David A. Beavers, a Government teaching fellow, said the new system is an improvement for graduate student course staff.

“I think it’d be a lot better for grad students to be able to prep in advance for the class,” he said.

Anthropology professor Christina G. Warinner agreed that the new system allowed professors to better coordinate their classes with teaching fellows in advance of the semester.

“Having some pre-enrollment gives us a better idea of how many people might be in the class. Even if that changes, it allows us to really prepare for the class,” she said. “It would allow me, for example, to meet with the teaching fellows early to make plans to get their ideas.”

Other professors shared contrary views, saying the timeline rushes academic staff and students.

African and African American Studies lecturer Timothy Ogene, who is teaching a course with many guest speakers next semester, said the new timeline was “quite a challenge” and that there were logistical issues around scheduling speakers so early.

Harvard spokesperson Jonathan Palumbo wrote in a statement that the University recognizes that many adjustments have to be made during this “transitional year.”

“We are grateful to the faculty and staff who have been working on the Spring 2024 Registration process and continue to gather feedback to improve the experience of both faculty and students,” he wrote.

“This has included regular communications with faculty and students including an outline of timelines and the continued sharing of resources and support services,” he added.

Computer Science lecturer Adam C. Hesterberg said that because the new registration deadline is so close to concentration declaration day, it presents a challenge for advisers who need to hold course registration meetings with sophomores who just declared their concentrations.

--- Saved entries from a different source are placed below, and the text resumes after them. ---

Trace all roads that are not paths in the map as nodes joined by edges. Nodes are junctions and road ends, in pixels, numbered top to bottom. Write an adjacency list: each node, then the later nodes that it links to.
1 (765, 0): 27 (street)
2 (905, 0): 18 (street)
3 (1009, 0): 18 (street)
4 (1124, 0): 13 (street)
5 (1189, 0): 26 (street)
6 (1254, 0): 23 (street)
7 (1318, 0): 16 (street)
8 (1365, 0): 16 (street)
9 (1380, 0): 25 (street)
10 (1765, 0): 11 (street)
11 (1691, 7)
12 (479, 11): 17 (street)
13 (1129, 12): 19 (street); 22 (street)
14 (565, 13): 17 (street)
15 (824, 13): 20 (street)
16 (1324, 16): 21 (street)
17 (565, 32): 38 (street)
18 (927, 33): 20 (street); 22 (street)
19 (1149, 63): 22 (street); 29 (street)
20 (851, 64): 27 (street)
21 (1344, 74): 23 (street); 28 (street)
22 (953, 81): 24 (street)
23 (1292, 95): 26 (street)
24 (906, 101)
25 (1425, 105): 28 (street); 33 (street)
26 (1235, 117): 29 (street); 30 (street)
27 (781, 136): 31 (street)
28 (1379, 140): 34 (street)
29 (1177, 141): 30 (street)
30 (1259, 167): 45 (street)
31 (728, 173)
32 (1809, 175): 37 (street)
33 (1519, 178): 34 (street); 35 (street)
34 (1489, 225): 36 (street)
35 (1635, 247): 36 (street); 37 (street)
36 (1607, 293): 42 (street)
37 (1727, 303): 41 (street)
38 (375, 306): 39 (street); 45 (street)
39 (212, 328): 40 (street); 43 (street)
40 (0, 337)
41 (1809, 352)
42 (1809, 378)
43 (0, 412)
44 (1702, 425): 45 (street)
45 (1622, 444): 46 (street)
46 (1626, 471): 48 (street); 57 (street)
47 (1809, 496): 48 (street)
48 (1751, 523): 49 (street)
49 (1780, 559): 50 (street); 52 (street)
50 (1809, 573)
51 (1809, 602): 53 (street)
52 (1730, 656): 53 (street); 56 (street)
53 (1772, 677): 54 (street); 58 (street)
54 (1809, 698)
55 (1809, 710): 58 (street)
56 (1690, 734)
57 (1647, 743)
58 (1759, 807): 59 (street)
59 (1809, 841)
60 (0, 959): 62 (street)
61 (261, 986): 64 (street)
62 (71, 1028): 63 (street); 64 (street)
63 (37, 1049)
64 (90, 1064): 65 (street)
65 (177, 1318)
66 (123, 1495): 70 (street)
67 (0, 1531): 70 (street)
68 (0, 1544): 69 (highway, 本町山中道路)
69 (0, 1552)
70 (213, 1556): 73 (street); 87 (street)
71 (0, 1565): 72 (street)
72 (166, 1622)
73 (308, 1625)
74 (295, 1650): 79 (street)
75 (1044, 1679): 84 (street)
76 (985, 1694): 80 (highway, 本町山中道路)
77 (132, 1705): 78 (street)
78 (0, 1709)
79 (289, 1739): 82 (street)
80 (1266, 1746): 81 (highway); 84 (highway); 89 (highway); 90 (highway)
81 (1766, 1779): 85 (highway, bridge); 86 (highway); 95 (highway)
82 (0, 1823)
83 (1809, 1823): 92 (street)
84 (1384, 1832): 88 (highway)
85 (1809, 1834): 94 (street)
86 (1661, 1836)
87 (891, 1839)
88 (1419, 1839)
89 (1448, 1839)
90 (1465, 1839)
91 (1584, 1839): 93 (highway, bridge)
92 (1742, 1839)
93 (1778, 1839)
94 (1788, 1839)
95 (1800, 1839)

Under the previous-term registration system, the deadline to declare one’s concentration is now weeks earlier than in previous years, so sophomores declare their concentration before the course registration period.

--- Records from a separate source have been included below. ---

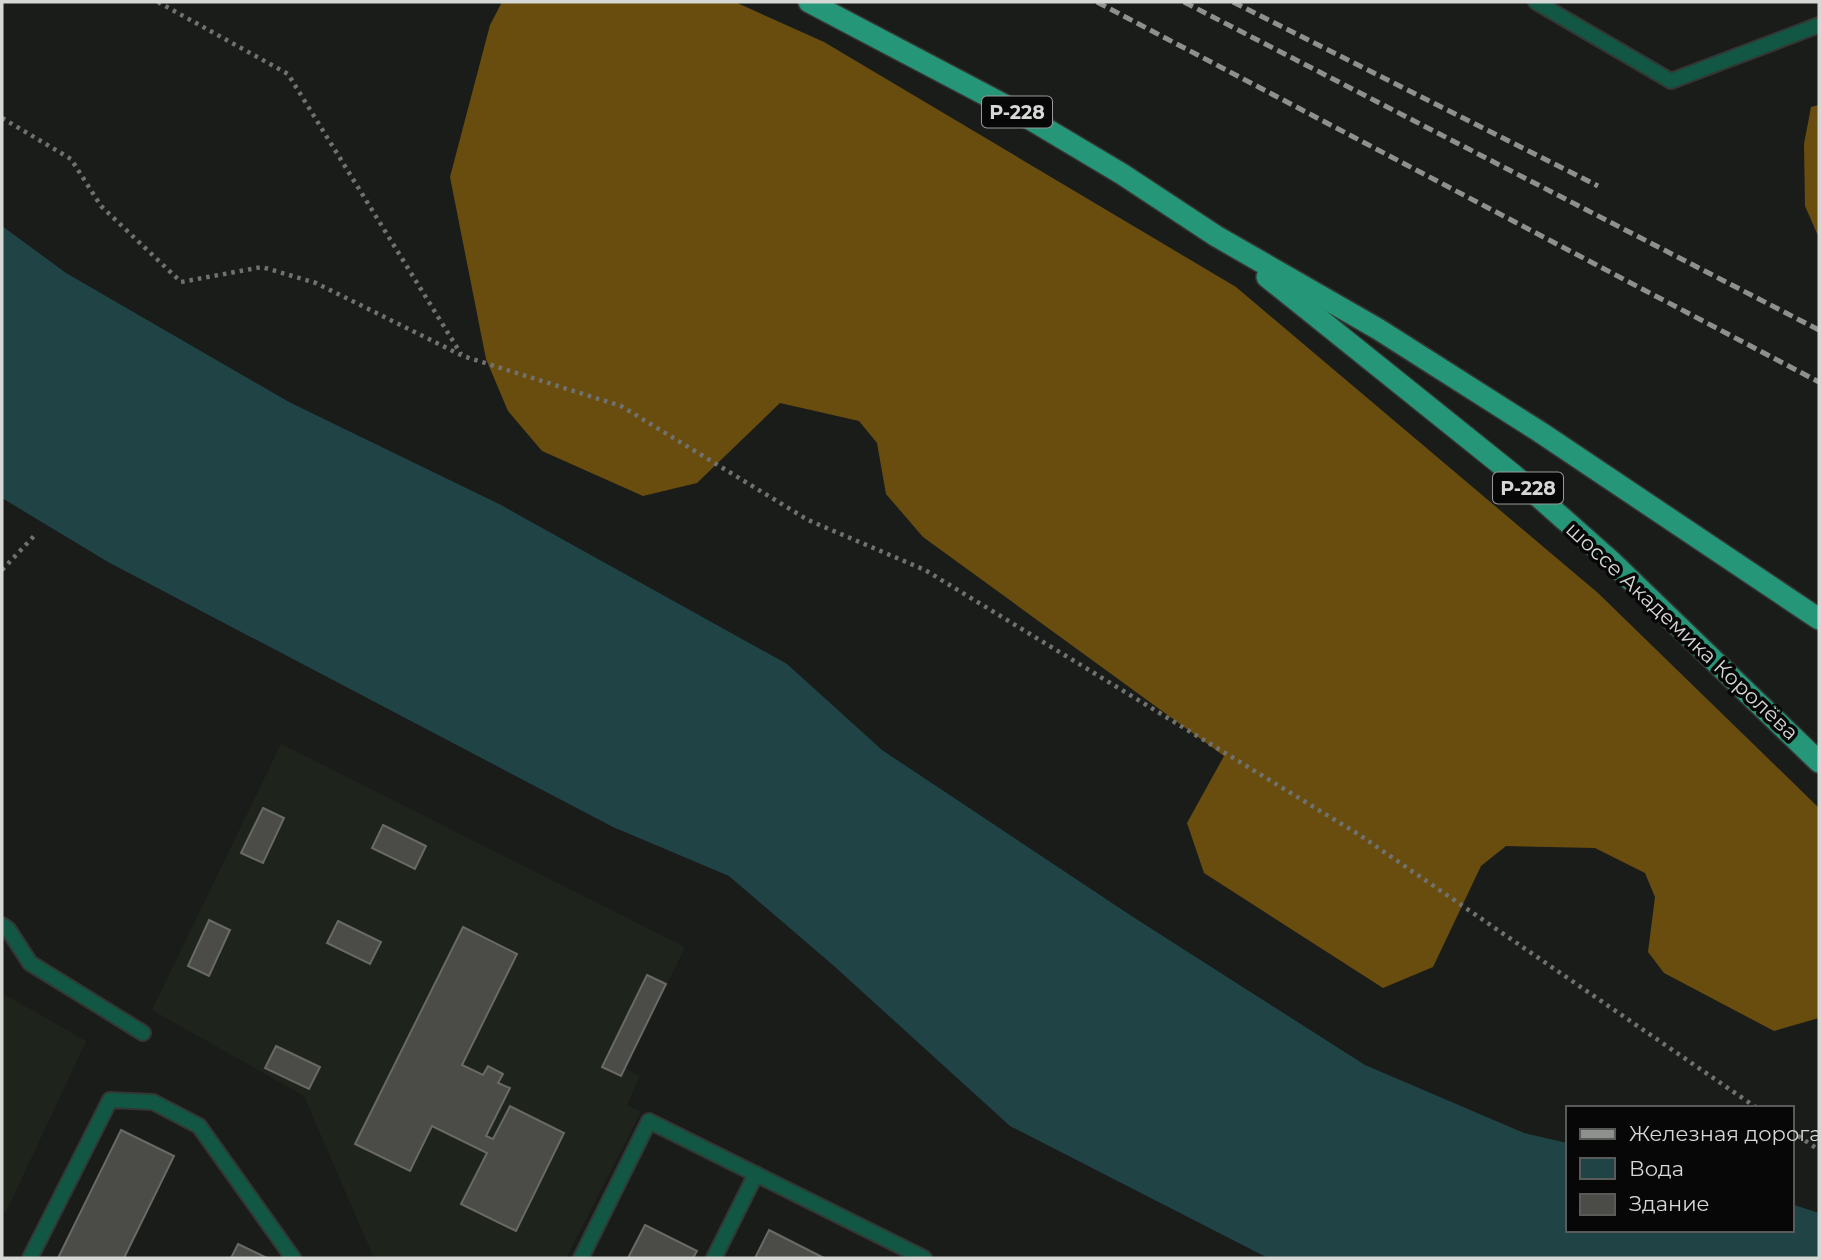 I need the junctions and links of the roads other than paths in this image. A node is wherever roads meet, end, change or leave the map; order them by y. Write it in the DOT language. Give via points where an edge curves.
graph roads {
  1 [pos="809,2"];
  2 [pos="1536,2"];
  3 [pos="1819,25"];
  4 [pos="1216,236"];
  5 [pos="1819,619"];
  6 [pos="1819,762"];
  7 [pos="2,925"];
  8 [pos="143,1033"];
  9 [pos="756,1174"];
  10 [pos="30,1258"];
  11 [pos="293,1258"];
  12 [pos="581,1258"];
  13 [pos="714,1258"];
  14 [pos="924,1258"];
  1 -- 4 [label="highway, шоссе Академика Королёва / Р-228" via="1018,112"];
  2 -- 3 [label="lane" via="1671,81"];
  4 -- 5 [label="highway, шоссе Академика Королёва / Р-228" via="1378,329"];
  4 -- 6 [label="highway, шоссе Академика Королёва / Р-228" via="1515,476 1610,560"];
  7 -- 8 [label="lane" via="30,963"];
  9 -- 12 [label="lane" via="649,1121"];
  9 -- 13 [label="lane"];
  9 -- 14 [label="lane"];
  10 -- 11 [label="lane" via="110,1100 153,1102 199,1126"];
}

“We aren’t expecting advisers to meet with all or even most of their advisees in time for course selection advising,” he said.

According to Palumbo, advisers are acclimating to the new timeline.

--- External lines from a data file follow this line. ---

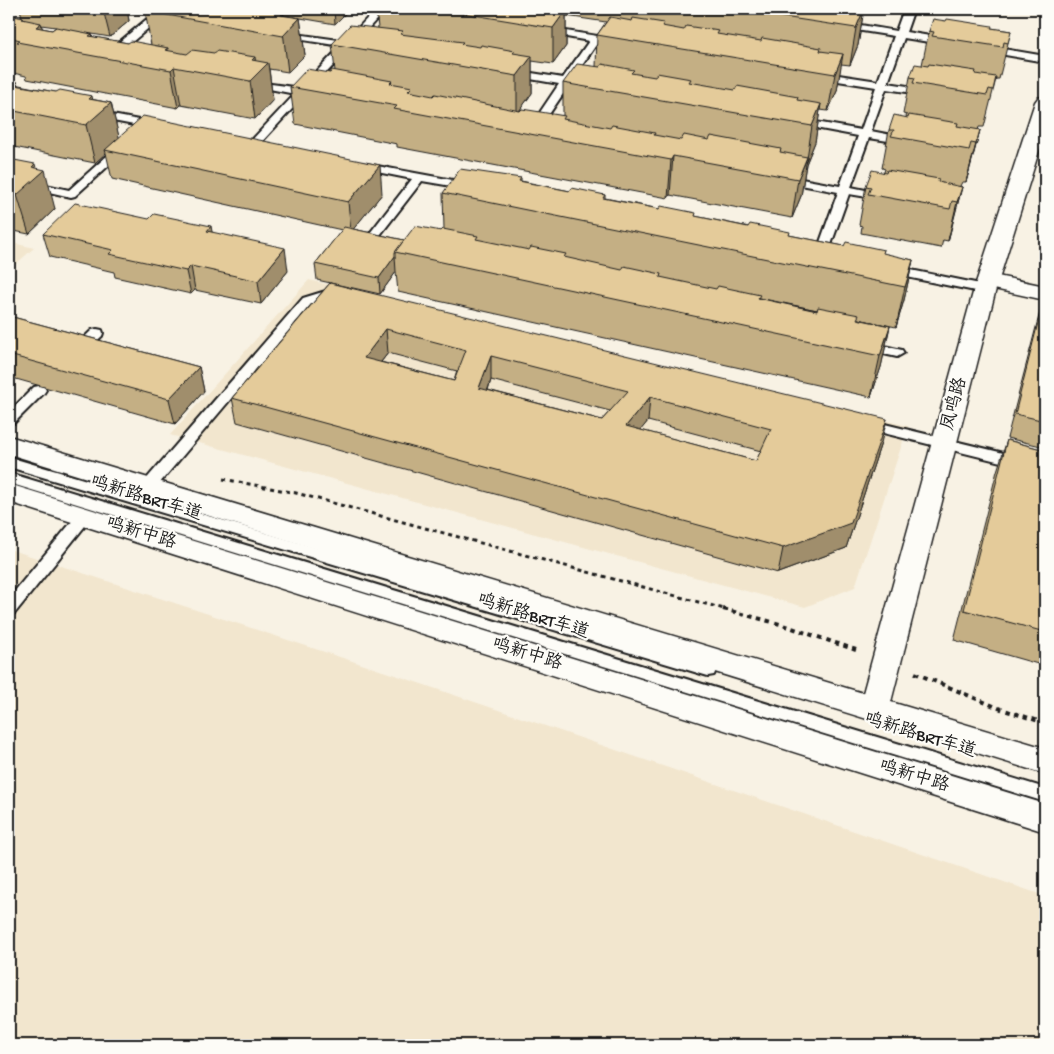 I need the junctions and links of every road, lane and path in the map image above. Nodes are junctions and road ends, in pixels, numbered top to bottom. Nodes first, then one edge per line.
1 (140, 9) edge
2 (381, 9) edge
3 (909, 9) edge
4 (166, 12) edge
5 (832, 23) edge
6 (538, 30) edge
7 (269, 31) edge
8 (900, 34) junction
9 (595, 39) junction
10 (955, 43) edge
11 (347, 44) junction
12 (624, 44) edge
13 (973, 47) edge
14 (366, 48) edge
15 (109, 56) edge
16 (1045, 59) edge
17 (499, 70) edge
18 (806, 72) edge
19 (245, 81) edge
20 (566, 82) junction
21 (882, 85) junction
22 (595, 87) edge
23 (303, 92) junction
24 (940, 94) edge
25 (322, 95) edge
26 (1045, 102) edge
27 (83, 112) edge
28 (787, 120) edge
29 (148, 125) junction
30 (167, 128) edge
31 (531, 133) edge
32 (864, 133) junction
33 (921, 143) edge
34 (253, 145) edge
35 (351, 164) edge
36 (419, 177) junction
37 (776, 178) edge
38 (9, 180) edge
39 (478, 188) edge
40 (844, 190) junction
41 (892, 198) edge
42 (389, 246) edge
43 (821, 256) edge
44 (878, 268) edge
45 (987, 285) junction
46 (1045, 293) edge
47 (348, 299) edge
48 (97, 333) dead end
49 (858, 345) edge
50 (76, 353) edge
51 (897, 353) dead end
52 (39, 390) dead end
53 (9, 420) edge
54 (848, 420) edge
55 (945, 443) junction
56 (9, 445) edge
57 (9, 462) edge
58 (1045, 468) edge
59 (9, 478) edge
60 (220, 479) dead end
61 (148, 487) junction
62 (9, 494) edge
63 (84, 517) junction
64 (9, 610) edge
65 (887, 661) junction
66 (874, 709) junction
67 (1045, 723) edge
68 (1045, 761) edge
69 (1045, 770) edge
70 (1045, 795) edge
71 (1045, 818) edge

1 - 4 lane
2 - 11 lane
3 - 8 lane
4 - 15 lane
5 - 8 lane
6 - 9 lane
7 - 11 lane
8 - 10 lane
8 - 21 lane
9 - 12 lane
9 - 20 lane
11 - 14 lane
11 - 23 lane
13 - 16 lane
17 - 20 lane
18 - 21 lane
19 - 23 lane
20 - 22 lane
20 - 31 lane
21 - 24 lane
21 - 32 lane
23 - 25 lane
23 - 34 lane
26 - 45 main road, 凤鸣路
27 - 29 lane
28 - 32 lane
29 - 30 lane
29 - 38 lane
32 - 33 lane
32 - 40 lane
35 - 36 lane
36 - 39 lane
36 - 42 lane
37 - 40 lane
40 - 41 lane
40 - 43 lane
44 - 45 lane
45 - 46 main road
45 - 55 main road, 凤鸣路
47 - 61 lane
48 - 50 lane
49 - 51 lane
52 - 53 lane
54 - 55 lane
55 - 58 lane
55 - 65 main road, 凤鸣路
56 - 61 main road
57 - 69 lane, 鸣新路BRT车道
59 - 70 lane, 鸣新路BRT车道
60 - 65 path
61 - 66 main road
62 - 63 main road, 鸣新中路
63 - 64 lane
63 - 71 main road, 鸣新中路
65 - 66 main road, 凤鸣路
65 - 67 path
66 - 68 main road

“The Advising team continues to look at/address processes and procedures to best accommodate these registration changes and best support undergraduate students,” he wrote in an email.

“The Pre-Concentration Advising pilot effort, for example, is designed to make the transition to concentration advising more seamless and effective,” he added.

In addition to logistical challenges, faculty said previous-term course registration inhibits student exploration.

Environmental Science and Engineering assistant professor Marianna K. Linz ’11 wrote in an email that students have largely preferred shopping week.

“The idea that students can make good informed choices about the next term before they have seen the last third of their current courses would already seem somewhat farfetched, but add midterms to the mix and it is hard to imagine they will be able to put in the amount of time reading the Q and talking to friends that they could at a less busy time,” Linz added.

Visual Arts professor Alfred Guzzetti ’64 said he supported shopping week and not previous-term course registration, which has “no advantages and lots of disadvantages.”

“I think it’s a disaster — it’s a terrible idea,” Guzzetti said.

In response to concerns about the removal of shopping week, Palumbo wrote that the decision to eliminate shopping week involved careful consideration. Dean of Undergraduate Education Amanda J. Claybaugh first put forth a proposal to end the practice in 2018.

“There was a very comprehensive review process with a committee whereby our community voiced opinions, asked questions, and worked on solutions — all over a multi-year period,” he wrote.

Despite the changes the College has made to course registration, professor Thomas A. Dichter ’08, a lecturer in History and Literature, said students can create an informal shopping week by trying out different courses during the add-drop period.

“There still is an opportunity to explore and experiment a little bit, and I think that’s really valuable,” he said.